Mrs. Dilloway hesitated. “But, I don’t—”
“He wouldn’t mind,” Sadie added. “Miss Fairfield used to have every Saturday off, and he’d let her ride along into town with him.”
Mrs. Dilloway nodded. “All right,” she said, a bit reluctantly. She eyed her watch and smiled. “You have just enough time to run down to your room to fetch your handbag.”
“Well,” I said, “as long as you don’t think Lord Livingston would mind.”
“Oh, before I forget,” Mrs. Dilloway said, reaching into her pocket and pulling out a letter, “this came for you.”

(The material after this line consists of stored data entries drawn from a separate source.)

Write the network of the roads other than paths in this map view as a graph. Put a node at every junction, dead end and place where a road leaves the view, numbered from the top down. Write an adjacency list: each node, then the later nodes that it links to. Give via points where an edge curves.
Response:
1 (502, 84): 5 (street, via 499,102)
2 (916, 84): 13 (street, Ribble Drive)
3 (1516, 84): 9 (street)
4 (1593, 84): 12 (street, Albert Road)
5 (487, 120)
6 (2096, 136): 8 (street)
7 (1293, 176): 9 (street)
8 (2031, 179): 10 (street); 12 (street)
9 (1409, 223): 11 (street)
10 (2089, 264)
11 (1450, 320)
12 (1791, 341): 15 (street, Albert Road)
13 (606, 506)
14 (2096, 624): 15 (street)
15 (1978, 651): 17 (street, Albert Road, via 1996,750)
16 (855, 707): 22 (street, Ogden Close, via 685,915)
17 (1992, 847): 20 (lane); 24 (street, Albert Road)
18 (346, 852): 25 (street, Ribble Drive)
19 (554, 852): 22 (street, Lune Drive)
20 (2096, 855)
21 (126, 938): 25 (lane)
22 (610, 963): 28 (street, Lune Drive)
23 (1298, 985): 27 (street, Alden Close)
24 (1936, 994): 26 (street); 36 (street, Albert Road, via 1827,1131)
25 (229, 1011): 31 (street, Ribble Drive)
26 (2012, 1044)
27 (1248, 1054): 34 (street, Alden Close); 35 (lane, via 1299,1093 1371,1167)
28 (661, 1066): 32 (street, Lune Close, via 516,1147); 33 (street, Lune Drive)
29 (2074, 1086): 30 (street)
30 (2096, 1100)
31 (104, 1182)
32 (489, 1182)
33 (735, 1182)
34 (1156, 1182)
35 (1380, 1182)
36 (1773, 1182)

“For me?” I examined the envelope, expecting something from Mama and Papa, but I didn’t recognize the handwriting or the return address in London. “Thank you,” I said, turning to the stairs.
Inside my bedroom, I closed the door behind me, tore open the envelope, and held the letter in my hands.
Don’t get too cozy there, Miss Lewis. You have a job to do. Complete your assignment or I’ll pay a visit to your father, and it won’t be a cordial one.—Philip
I closed my eyes tightly, crumpling the letter in my clenched fist.
Mr. Humphrey had his head in the trunk of the car when I approached the driveway. “Oh, hello, Miss Lewis,” he said, flashing a startled smile. He threw two dirt-stained work gloves inside the trunk, then slammed it shut, before holding the side door open for me. I slid into the backseat and placed my black purse on the floor near my feet, where I immediately noticed a glint of metal that had caught the sunlight. I hovered for a closer look. “Mr. Humphrey, I think I’ve found something—”
“Ah, yes,” he said, swooping in to collect what looked like a silver necklace from the floor of the car. “There it is. I thought I’d lost it. It’s a gift for my mum. Purchased it in town yesterday.” I watched as he opened the glove compartment and tucked it inside, looking behind him when he heard the crunch of gravel in the distance.